- **ASSIGNED TASK**: What is needed is an exact copy of all the records.

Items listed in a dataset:
========================================

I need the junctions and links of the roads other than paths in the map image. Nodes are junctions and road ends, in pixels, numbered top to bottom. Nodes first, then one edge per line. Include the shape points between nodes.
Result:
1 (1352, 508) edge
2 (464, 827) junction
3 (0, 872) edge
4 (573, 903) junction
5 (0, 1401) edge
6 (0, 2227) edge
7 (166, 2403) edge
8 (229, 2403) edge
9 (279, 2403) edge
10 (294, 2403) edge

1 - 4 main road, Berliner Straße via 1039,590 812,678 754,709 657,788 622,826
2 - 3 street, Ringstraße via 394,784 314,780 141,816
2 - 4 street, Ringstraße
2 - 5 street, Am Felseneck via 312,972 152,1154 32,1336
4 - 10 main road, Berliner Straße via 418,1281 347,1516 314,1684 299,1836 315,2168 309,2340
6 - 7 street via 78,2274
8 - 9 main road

========================================

- **OUTPUT**:
I need the junctions and links of the roads other than paths in the map image. Nodes are junctions and road ends, in pixels, numbered top to bottom. Nodes first, then one edge per line. Include the shape points between nodes.
Result:
1 (1352, 508) edge
2 (464, 827) junction
3 (0, 872) edge
4 (573, 903) junction
5 (0, 1401) edge
6 (0, 2227) edge
7 (166, 2403) edge
8 (229, 2403) edge
9 (279, 2403) edge
10 (294, 2403) edge

1 - 4 main road, Berliner Straße via 1039,590 812,678 754,709 657,788 622,826
2 - 3 street, Ringstraße via 394,784 314,780 141,816
2 - 4 street, Ringstraße
2 - 5 street, Am Felseneck via 312,972 152,1154 32,1336
4 - 10 main road, Berliner Straße via 418,1281 347,1516 314,1684 299,1836 315,2168 309,2340
6 - 7 street via 78,2274
8 - 9 main road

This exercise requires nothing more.